> Work task
Filter the entries for the string "none". Copy each line that has it.

----------------------------------------

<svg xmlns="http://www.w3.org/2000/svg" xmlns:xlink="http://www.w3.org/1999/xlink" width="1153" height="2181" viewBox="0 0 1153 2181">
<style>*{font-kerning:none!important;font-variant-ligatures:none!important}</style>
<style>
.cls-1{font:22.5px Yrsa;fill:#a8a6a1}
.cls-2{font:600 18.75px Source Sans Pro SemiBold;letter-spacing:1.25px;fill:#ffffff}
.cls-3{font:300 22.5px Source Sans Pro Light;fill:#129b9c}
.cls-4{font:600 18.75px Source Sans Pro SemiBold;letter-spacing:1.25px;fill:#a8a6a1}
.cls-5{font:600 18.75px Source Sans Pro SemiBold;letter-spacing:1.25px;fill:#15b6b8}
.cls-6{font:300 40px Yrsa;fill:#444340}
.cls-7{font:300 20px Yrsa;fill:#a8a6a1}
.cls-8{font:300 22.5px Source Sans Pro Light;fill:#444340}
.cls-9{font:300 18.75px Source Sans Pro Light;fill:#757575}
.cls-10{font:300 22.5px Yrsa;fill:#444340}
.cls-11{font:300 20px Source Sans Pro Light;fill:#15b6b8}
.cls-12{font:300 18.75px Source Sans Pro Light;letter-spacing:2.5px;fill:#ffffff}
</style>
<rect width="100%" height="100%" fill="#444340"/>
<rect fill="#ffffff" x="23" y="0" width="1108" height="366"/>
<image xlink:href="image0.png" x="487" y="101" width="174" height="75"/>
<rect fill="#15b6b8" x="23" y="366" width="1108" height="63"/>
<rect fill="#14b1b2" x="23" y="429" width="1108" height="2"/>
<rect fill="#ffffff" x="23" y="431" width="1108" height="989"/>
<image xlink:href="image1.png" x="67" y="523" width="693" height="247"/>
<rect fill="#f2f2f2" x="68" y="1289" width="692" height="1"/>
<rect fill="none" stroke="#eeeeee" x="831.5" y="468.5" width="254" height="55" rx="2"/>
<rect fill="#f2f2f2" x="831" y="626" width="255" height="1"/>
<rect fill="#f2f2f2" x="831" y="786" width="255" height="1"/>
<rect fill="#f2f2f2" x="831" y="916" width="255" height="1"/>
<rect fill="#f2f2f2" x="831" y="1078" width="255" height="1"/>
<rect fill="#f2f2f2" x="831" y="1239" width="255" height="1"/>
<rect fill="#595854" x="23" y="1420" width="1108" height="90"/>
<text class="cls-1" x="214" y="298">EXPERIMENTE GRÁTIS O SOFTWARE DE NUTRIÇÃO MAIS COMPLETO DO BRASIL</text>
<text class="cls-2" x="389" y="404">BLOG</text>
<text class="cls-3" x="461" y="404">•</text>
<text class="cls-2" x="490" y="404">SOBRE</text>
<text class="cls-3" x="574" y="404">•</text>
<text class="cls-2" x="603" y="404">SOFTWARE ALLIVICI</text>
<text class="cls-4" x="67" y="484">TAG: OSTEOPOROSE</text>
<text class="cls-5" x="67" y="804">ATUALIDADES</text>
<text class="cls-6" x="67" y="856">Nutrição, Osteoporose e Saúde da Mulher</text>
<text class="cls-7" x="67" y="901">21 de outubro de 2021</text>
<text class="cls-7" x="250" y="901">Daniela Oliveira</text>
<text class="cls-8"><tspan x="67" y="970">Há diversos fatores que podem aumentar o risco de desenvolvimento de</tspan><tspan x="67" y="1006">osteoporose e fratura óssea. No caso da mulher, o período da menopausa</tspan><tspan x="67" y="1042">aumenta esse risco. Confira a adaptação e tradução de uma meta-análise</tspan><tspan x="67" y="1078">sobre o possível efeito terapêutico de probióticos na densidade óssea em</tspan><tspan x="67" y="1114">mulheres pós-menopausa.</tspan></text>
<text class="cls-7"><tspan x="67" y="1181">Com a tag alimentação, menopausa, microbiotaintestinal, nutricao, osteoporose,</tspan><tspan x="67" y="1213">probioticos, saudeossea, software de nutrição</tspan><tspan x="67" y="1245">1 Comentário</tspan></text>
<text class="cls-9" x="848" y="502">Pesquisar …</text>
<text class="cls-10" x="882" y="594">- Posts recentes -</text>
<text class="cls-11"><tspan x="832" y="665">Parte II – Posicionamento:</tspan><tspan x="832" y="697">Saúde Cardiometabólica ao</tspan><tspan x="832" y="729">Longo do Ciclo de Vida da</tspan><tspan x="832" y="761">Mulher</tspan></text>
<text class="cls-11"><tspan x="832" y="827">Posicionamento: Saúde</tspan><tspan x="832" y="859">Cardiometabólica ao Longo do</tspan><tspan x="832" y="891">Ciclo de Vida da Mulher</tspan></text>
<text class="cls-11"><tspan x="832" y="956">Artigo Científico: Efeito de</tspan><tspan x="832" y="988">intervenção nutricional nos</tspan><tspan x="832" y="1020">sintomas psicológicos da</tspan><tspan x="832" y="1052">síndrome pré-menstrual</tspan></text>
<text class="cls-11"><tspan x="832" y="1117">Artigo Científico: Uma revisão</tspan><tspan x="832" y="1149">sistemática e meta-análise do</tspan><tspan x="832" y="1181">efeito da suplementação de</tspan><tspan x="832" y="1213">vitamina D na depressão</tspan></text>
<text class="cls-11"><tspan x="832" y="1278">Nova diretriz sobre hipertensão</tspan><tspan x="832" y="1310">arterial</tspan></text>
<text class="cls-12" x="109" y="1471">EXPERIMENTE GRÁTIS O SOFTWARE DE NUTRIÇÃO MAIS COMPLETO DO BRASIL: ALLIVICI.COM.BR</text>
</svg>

----------------------------------------

> Exercise result
<style>*{font-kerning:none!important;font-variant-ligatures:none!important}</style>
<rect fill="none" stroke="#eeeeee" x="831.5" y="468.5" width="254" height="55" rx="2"/>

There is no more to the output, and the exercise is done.